Eileen John: "Ethics and the Appreciation of Tormenting Fiction"
- Date: 21 February, 19:00–21:00
- Location: Engelska parken - Eng2-1077
- Organiser: The Philosophical Society in Uppsala
- Contact person: Sebastian Lutz
The Philosophical Society in Uppsala
Eileen John, University of Warwick: "Ethics and the Appreciation of Tormenting Fiction"

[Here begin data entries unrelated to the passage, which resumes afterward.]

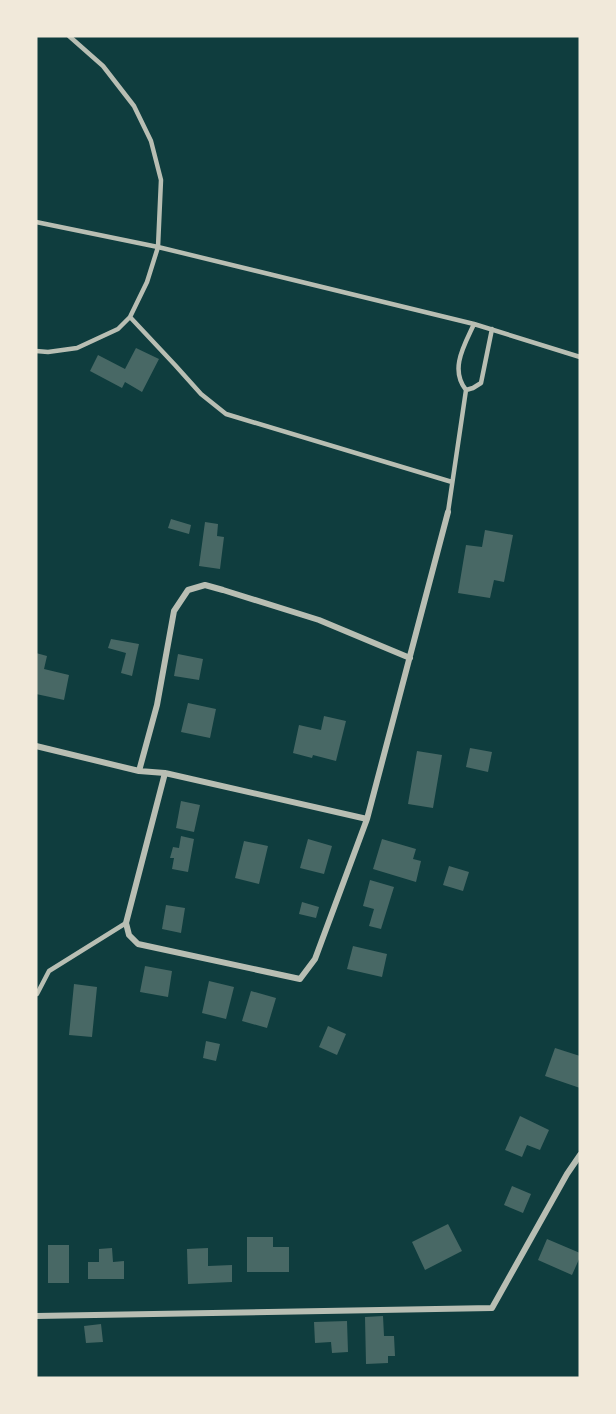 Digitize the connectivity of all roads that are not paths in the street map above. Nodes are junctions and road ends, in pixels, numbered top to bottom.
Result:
1 (69, 36) edge
2 (36, 222) edge
3 (158, 247) junction
4 (130, 317) junction
5 (474, 324) junction
6 (492, 329) junction
7 (36, 351) edge
8 (580, 357) edge
9 (466, 390) junction
10 (453, 482) junction
11 (448, 512) joint
12 (410, 658) junction
13 (36, 746) edge
14 (139, 771) junction
15 (165, 773) junction
16 (367, 819) junction
17 (126, 923) junction
18 (37, 994) edge
19 (580, 1155) edge
20 (36, 1316) edge

1 - 3 lane
2 - 3 lane
3 - 4 lane
3 - 5 lane
4 - 7 lane
4 - 10 lane
5 - 6 lane
5 - 9 lane
6 - 8 lane
6 - 9 lane
9 - 10 lane
10 - 11 lane
11 - 12 street
12 - 14 street
12 - 16 street
13 - 14 street
14 - 15 street
15 - 16 street
15 - 17 street
16 - 17 street
17 - 18 lane
19 - 20 street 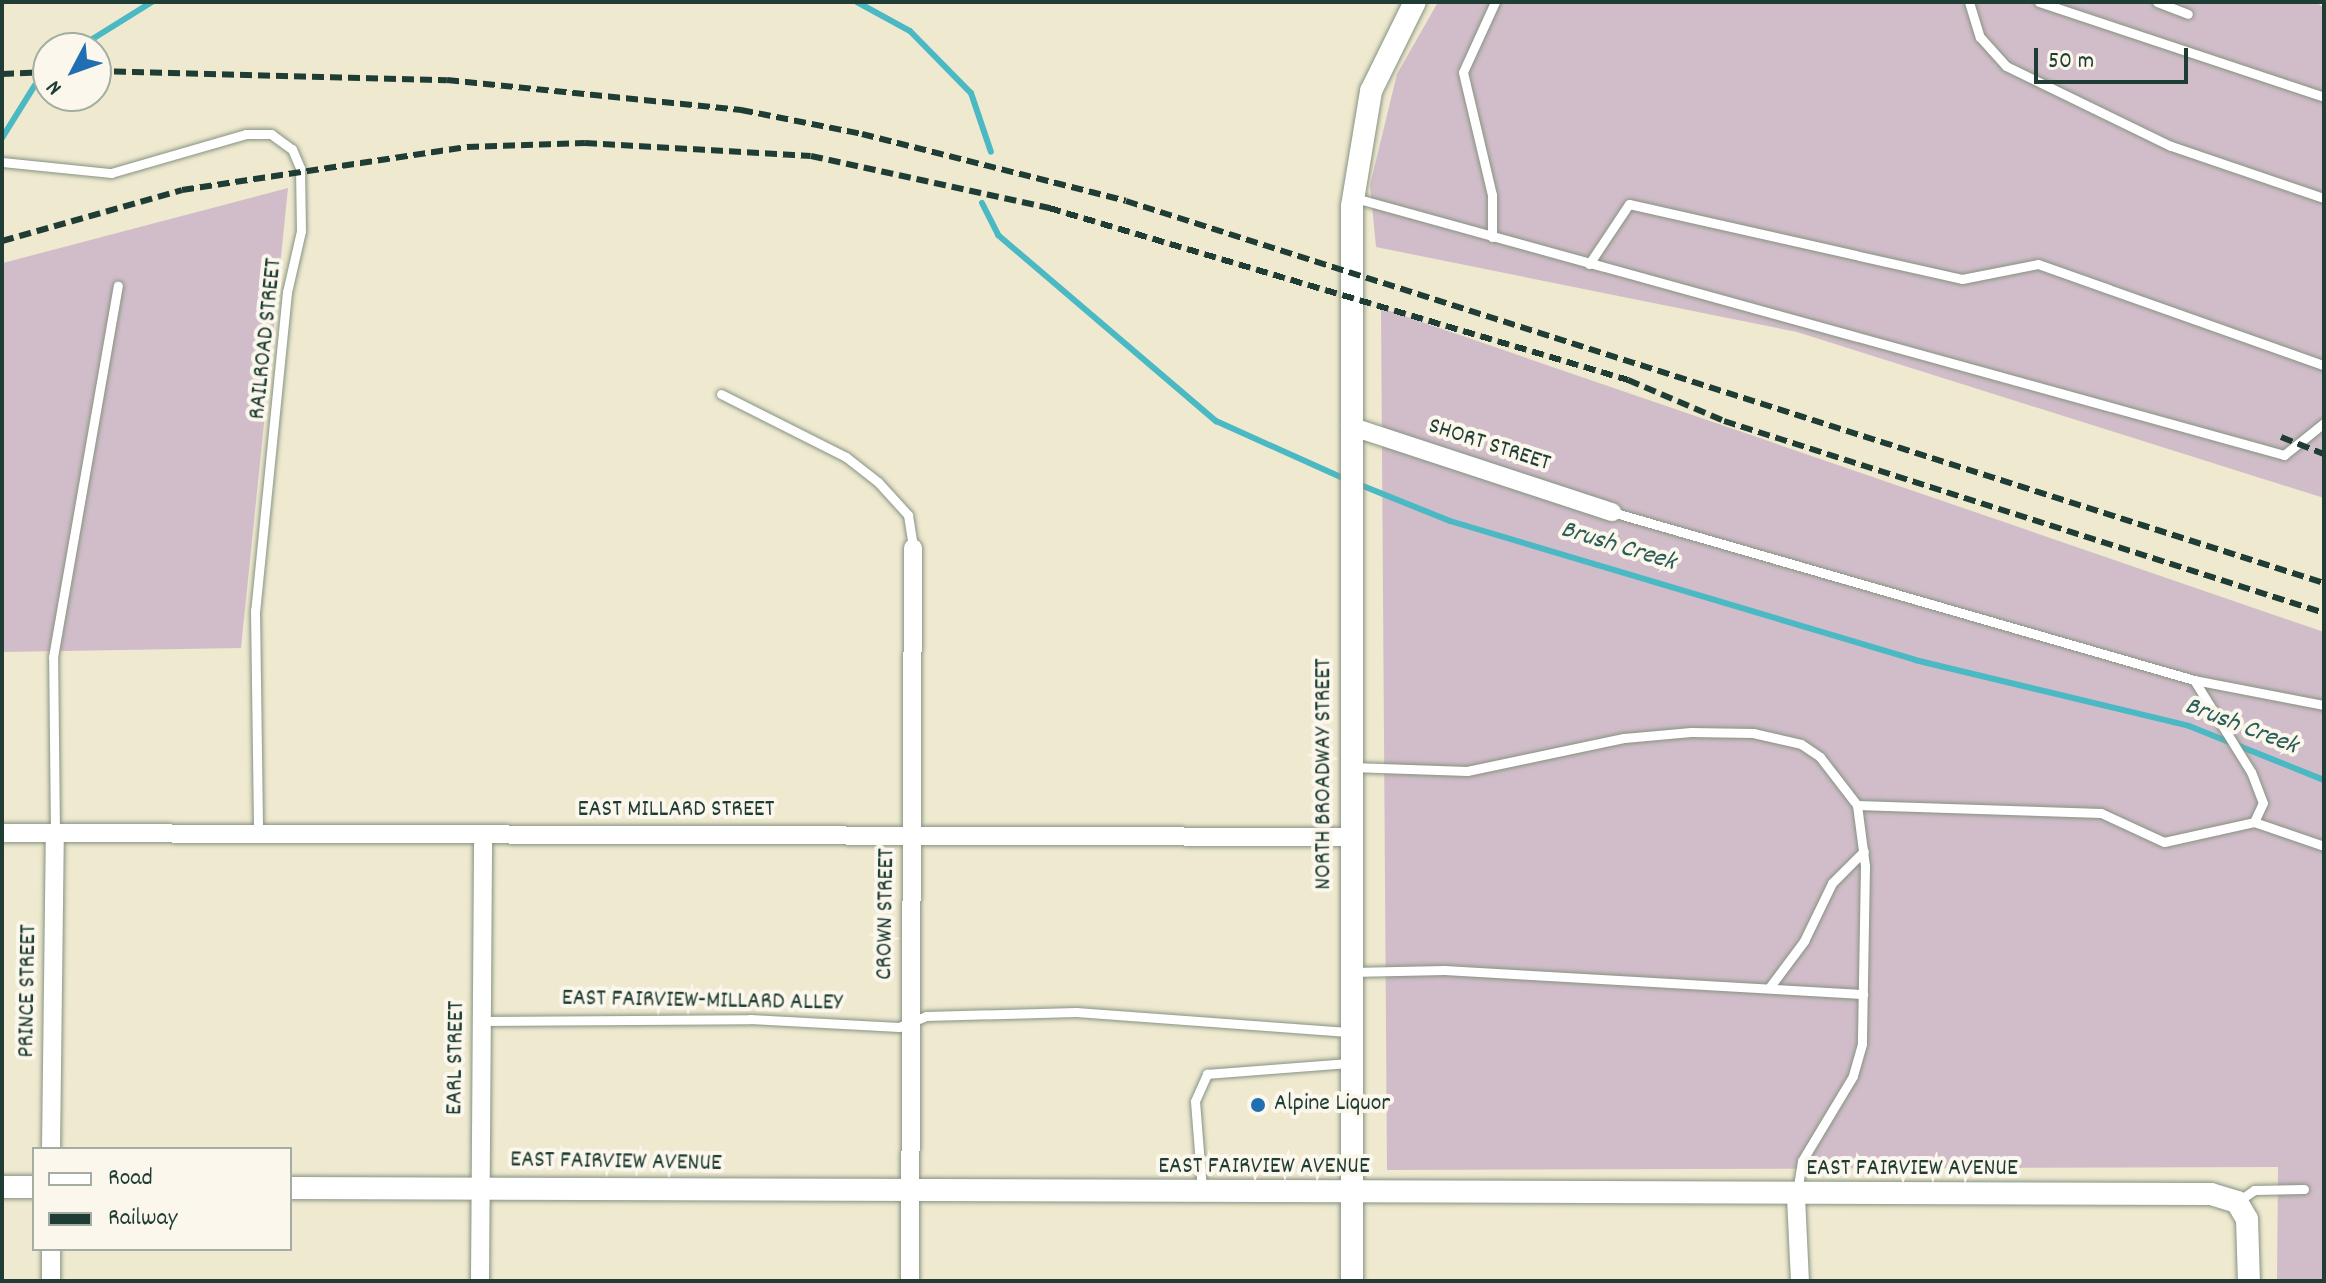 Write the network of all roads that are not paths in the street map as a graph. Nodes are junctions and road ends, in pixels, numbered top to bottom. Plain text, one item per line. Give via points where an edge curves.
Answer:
1 (1415, 2) edge
2 (1495, 2) edge
3 (1969, 2) edge
4 (2039, 2) edge
5 (2157, 2) edge
6 (2188, 14) dead end
7 (2324, 97) edge
8 (3, 162) edge
9 (1353, 197) junction
10 (2324, 198) edge
11 (1492, 237) junction
12 (1589, 264) junction
13 (118, 286) dead end
14 (2324, 365) edge
15 (721, 394) dead end
16 (2324, 423) edge
17 (1350, 426) junction
18 (1612, 512) joint
19 (913, 548) joint
20 (2194, 680) junction
21 (2324, 705) edge
22 (1351, 767) junction
23 (1857, 805) junction
24 (2254, 822) junction
25 (2, 833) edge
26 (55, 834) junction
27 (258, 834) junction
28 (912, 834) junction
29 (483, 836) junction
30 (1351, 837) junction
31 (2324, 846) edge
32 (1864, 851) junction
33 (1351, 972) junction
34 (1769, 988) junction
35 (1863, 994) junction
36 (482, 1021) junction
37 (910, 1023) junction
38 (1351, 1032) junction
39 (1351, 1063) junction
40 (51, 1147) edge
41 (2, 1187) edge
42 (32, 1187) edge
43 (292, 1188) edge
44 (480, 1188) junction
45 (2304, 1189) dead end
46 (909, 1192) junction
47 (1203, 1194) junction
48 (1352, 1195) junction
49 (1796, 1197) junction
50 (2237, 1202) junction
51 (51, 1251) edge
52 (51, 1281) edge
53 (480, 1281) edge
54 (910, 1281) edge
55 (1352, 1281) edge
56 (1800, 1281) edge
57 (2249, 1281) edge

1 - 9 street, NORTH BROADWAY STREET via 1371,91
2 - 11 lane via 1463,72 1492,195
3 - 10 lane via 1980,37 2006,66 2171,146
4 - 7 lane
5 - 6 lane
8 - 27 lane, RAILROAD STREET via 111,173 246,134 271,134 292,149 300,168 301,231 287,292 255,610
9 - 11 lane
9 - 17 street, NORTH BROADWAY STREET
11 - 12 lane
12 - 14 lane via 1629,204 1962,279 2038,264
12 - 16 lane via 2284,455
13 - 26 lane via 53,657
15 - 19 lane via 821,443 878,482 908,515
17 - 18 street, SHORT STREET
17 - 22 street, NORTH BROADWAY STREET
18 - 20 lane
19 - 28 street, CROWN STREET
20 - 21 lane
20 - 24 lane via 2251,772 2263,803
22 - 23 lane via 1467,771 1624,738 1753,733 1801,744
22 - 30 street, NORTH BROADWAY STREET
23 - 24 lane via 2101,813 2164,842
23 - 32 lane
24 - 31 lane
25 - 26 street, EAST MILLARD STREET
26 - 27 street, EAST MILLARD STREET
26 - 40 street, PRINCE STREET
27 - 29 street, EAST MILLARD STREET
28 - 29 street, EAST MILLARD STREET
28 - 30 street, EAST MILLARD STREET
28 - 37 street, CROWN STREET
29 - 36 street, EARL STREET
30 - 33 street, NORTH BROADWAY STREET
32 - 34 lane via 1832,883 1804,941
32 - 35 lane
33 - 34 lane
33 - 38 street, NORTH BROADWAY STREET
34 - 35 lane
35 - 49 lane via 1853,1076 1802,1161
36 - 37 lane, EAST FAIRVIEW-MILLARD ALLEY
36 - 44 street, EARL STREET
37 - 38 lane, EAST FAIRVIEW-MILLARD ALLEY via 926,1016 1076,1012
37 - 46 street, CROWN STREET
38 - 39 street, NORTH BROADWAY STREET
39 - 47 lane via 1207,1074 1195,1101
39 - 48 street, NORTH BROADWAY STREET
41 - 42 street
43 - 44 street, EAST FAIRVIEW AVENUE
44 - 46 street, EAST FAIRVIEW AVENUE
44 - 53 street, EARL STREET
45 - 50 lane via 2254,1190
46 - 47 street, EAST FAIRVIEW AVENUE
46 - 54 street, CROWN STREET
47 - 48 street, EAST FAIRVIEW AVENUE
48 - 49 street, EAST FAIRVIEW AVENUE
48 - 55 street, NORTH BROADWAY STREET
49 - 50 street, EAST FAIRVIEW AVENUE via 2211,1194
49 - 56 street
50 - 57 street via 2250,1231
51 - 52 street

This paper responds to experiences of literary fiction that I find to be philosophically challenging. I think it is plausible to view certain works as aiming to torment readers, offering experiences such as the following: close scrutiny of repellent fictional content; narration that avoids or suppresses change of perspective; discouragement of desires for progress, transformation, and narrative resolution; feelings or moods of helplessness, boredom, revulsion, and perhaps defensiveness. These works relate in provocative ways to some attractive claims by thinkers such as Martha Nussbaum and Wayne Booth about the ethically salutary powers of literature. In Booth’s The Company We Keep (1988), he speaks in the terms of friendship to describe what readers ideally find in fiction: ‘Even satiric fictions that present a snarling surface address us with what amounts to a friendly offer’. I will argue that, to preserve the distinctive literary value of these ‘tormenting’ works, we cannot approach them looking for friendship or ethically constructive relation. I count these as works that support ‘immoralism’ with respect to literary value. Considering works such as Dostoevsky's Notes from Underground and Brett Easton Ellis’s American Psycho, I will present their ethically ‘unsafe’ qualities as positive contributors to their literary value. Further examples from the audience would be very welcome!